My earlier post  – “To err is human – Treating people when they make mistakes” generated some interesting responses which only took the subject forward. In continuation to that, I read a very relevant story on mgmtstories.com. Here it goes:

“There’s the story about a top salesman in the aircraft industry who messed up. He lost a $5,000,000 contract. At his desk the next morning he starts going through his papers – tidying them up, clearing his desk. He gets a phone call from his manager,

“Have you got 5 minutes? ”

“Sure” he mumbles and slowly makes his way up the stairs to his boss’ office.

As he enters the room he says “Look I know I got it wrong – I’m sorry – I’ve written my letter of resignation – here it is ” and puts it on the desk.

His manager looks at the letter, rips it in half, rips it in half again and puts it in the bin.

“You must be joking” she says smiling ” We’ve just spent $5,000,000 on your training – there’s no way you’re leaving until you’ve made that back for us.”

Great way to look at mistakes your people make!

Another interesting insight stuck me when I saw one of my team members arguing/defending on a very obvious mistake he committed. We make mistakes and we have our limitations. We rectify our mistakes, learn from it and move on. We try to overcome our limitations to whatever extent we can.
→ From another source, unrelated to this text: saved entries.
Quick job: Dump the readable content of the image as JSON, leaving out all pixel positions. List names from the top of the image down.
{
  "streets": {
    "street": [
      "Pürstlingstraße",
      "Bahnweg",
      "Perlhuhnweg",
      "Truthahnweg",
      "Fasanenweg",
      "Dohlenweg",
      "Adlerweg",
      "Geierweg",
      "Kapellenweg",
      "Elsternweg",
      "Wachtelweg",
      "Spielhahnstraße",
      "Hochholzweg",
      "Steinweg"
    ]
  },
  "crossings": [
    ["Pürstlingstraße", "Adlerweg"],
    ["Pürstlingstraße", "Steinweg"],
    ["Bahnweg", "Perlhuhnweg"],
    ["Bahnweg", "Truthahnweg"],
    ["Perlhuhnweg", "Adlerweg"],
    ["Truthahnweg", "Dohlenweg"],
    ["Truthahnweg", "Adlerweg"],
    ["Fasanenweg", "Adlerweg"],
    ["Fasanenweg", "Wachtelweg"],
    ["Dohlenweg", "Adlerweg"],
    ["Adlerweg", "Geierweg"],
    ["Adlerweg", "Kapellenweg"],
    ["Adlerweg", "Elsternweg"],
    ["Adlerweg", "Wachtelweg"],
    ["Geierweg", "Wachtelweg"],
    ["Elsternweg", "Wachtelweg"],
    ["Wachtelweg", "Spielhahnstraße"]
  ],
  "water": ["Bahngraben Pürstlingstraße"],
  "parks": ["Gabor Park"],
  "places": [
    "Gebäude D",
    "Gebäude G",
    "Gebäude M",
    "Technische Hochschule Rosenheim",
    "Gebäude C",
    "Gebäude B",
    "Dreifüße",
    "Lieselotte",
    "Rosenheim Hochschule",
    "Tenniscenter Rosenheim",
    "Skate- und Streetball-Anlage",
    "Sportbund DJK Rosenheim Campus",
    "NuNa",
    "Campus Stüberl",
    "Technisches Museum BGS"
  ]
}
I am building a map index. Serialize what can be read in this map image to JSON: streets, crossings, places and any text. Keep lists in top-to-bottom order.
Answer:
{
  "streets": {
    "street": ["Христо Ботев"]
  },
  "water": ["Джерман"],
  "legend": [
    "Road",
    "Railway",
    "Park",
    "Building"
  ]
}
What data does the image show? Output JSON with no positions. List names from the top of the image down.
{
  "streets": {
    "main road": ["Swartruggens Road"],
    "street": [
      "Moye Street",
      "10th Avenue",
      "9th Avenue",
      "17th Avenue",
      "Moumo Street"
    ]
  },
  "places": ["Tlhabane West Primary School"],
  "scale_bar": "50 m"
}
But many a times, our ego does not allow us to accept our mistake or limitations. End result is stress. Most of the times, accepting things saves you (and others) from a lot of stress. Arguing or trying to justify when you know you have made a mistake is a cost resulting out of time wasted in justifications and illogical reasoning. This feeds negativity and gives a sense of running against the tide. Accepting on the other hand relieves stress and enables you to focus on correction.

How do you treat your people (friends, colleagues, family and team members) when they make mistake? Do you resist when someone points your mistake? I would be interested to know!

Update: Tom Peters in his recent post says the following in regards to my earlier post on treating people when they make mistakes:

No Mistakes. No Progress.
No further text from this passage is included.